A series of testimonies before the Connecticut Commission on Human Rights and Opportunities have revealed strange goings-on within the Lottery Corp. several years ago. Bemused commissioners learned that two lottery officials asked an FBI agent to secretly record the chairman of the lottery board in 2014.

A hearing before the Connecticut Commission on Human Rights and Opportunities recently revealed that in 2014 Lottery Corp. Vice President Chelsea Turner and then Lottery CEO Anne Noble were so suspicious of Frank Farricker, chairman of the lottery board, that they asked an FBI agent to record Farricker secretly at one and maybe more meetings.

Nothing came of the recording, or of the investigation.

The story sounds like something out of Mission: Impossible with a small recorder hidden inside an eyeglass case.

After hearing the story, Farricker said he was “flabbergasted” that Turner and Noble had been suspicious of him. Turner told the commission that she never trusted Farricker and suspected him of unethical personal dealings. She testified she was “uncomfortable with Mr. Farricker. There’s a lot of reasons to be uncomfortable with Mr. Farricker. He operated by his own rules.”

After the FBI agent put the recorder in the eyeglass case, Noble used it during a meeting with Farricker.

Asked if her concerns were over Farricker’s job with the lottery, Noble said, They weren’t concerns with (the) gaming system, necessarily. They were about business activities… I went to someone that was familiar to me.”

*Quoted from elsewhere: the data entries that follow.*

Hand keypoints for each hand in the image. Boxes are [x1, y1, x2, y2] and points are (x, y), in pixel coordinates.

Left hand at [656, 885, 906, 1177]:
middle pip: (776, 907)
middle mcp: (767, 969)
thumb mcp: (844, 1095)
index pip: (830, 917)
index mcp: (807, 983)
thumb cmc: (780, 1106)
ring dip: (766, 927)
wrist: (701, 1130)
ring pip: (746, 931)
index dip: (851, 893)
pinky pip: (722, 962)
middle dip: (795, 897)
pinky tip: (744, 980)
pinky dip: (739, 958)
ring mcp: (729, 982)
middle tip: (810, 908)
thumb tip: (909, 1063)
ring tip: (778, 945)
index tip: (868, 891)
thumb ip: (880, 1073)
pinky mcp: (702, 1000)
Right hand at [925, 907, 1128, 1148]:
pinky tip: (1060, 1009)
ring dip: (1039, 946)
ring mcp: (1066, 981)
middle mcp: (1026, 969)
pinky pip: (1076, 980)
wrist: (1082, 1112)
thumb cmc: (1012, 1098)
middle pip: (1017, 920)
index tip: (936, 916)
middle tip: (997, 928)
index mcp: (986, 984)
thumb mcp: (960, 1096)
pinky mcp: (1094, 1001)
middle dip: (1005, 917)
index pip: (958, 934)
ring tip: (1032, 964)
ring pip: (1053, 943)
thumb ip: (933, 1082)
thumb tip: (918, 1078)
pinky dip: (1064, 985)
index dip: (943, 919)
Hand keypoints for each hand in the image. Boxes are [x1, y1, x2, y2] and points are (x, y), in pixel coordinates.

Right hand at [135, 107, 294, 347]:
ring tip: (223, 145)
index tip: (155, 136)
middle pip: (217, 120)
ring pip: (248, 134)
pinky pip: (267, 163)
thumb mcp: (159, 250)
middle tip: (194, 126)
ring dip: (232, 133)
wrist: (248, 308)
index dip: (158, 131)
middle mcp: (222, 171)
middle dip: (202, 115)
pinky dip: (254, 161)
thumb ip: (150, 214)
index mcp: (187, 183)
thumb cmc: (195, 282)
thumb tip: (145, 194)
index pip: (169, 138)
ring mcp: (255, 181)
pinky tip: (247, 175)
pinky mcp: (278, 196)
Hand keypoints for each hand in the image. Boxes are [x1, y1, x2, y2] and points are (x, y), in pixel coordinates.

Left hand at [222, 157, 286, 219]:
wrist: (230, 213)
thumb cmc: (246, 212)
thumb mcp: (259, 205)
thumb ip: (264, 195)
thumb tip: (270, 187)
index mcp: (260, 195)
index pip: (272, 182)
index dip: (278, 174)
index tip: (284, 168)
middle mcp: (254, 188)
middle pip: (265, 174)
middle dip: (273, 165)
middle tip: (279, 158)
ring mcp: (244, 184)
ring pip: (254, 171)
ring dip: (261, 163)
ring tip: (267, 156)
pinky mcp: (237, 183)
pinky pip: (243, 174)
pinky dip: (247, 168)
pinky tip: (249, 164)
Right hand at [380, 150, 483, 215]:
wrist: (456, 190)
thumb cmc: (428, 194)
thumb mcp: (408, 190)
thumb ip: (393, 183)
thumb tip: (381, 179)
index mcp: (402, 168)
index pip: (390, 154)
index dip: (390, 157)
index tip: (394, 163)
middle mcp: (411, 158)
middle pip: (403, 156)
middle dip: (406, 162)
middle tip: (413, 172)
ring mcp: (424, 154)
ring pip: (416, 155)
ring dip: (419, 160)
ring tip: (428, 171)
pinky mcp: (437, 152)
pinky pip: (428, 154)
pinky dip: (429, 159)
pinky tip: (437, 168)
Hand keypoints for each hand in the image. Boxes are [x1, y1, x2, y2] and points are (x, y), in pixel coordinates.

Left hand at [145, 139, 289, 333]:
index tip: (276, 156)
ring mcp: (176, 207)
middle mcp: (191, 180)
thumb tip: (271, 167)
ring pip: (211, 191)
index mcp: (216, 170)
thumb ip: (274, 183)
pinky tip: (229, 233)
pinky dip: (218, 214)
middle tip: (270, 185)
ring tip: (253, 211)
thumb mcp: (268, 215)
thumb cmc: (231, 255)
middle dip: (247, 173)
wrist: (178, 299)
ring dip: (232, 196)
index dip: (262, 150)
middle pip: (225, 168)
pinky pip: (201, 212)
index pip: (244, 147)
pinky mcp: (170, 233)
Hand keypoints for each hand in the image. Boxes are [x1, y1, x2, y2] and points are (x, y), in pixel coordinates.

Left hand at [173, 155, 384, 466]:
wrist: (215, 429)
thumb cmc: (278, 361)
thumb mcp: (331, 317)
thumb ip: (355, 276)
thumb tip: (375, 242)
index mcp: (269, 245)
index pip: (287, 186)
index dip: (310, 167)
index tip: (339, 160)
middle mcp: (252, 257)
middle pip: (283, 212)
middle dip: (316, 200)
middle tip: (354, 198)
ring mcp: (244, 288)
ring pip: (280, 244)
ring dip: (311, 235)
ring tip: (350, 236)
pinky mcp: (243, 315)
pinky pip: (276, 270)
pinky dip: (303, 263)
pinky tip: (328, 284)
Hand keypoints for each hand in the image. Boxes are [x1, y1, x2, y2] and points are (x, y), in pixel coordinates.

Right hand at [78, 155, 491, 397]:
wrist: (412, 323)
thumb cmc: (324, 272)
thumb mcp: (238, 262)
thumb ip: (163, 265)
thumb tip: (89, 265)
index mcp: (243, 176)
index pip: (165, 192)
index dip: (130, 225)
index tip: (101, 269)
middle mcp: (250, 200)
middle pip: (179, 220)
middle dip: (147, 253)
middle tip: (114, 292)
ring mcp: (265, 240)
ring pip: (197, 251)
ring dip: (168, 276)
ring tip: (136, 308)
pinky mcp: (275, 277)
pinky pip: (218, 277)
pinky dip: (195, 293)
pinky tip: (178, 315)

The testimony came during discussions of the 5 Card Cash scandal that resulted in Noble resigning as president/CEO of the lottery in September 2016. At that time, she became a consultant to the lottery for a lucrative consulting fee that raised many eyebrows at the time.

Farricker took her place as interim CEO until May 2017 when he unsuccessfully tried to become permanent CEO. He then resigned, but not before paying $5,000 to the Connecticut ethics agency for billing the lottery for personal expenses.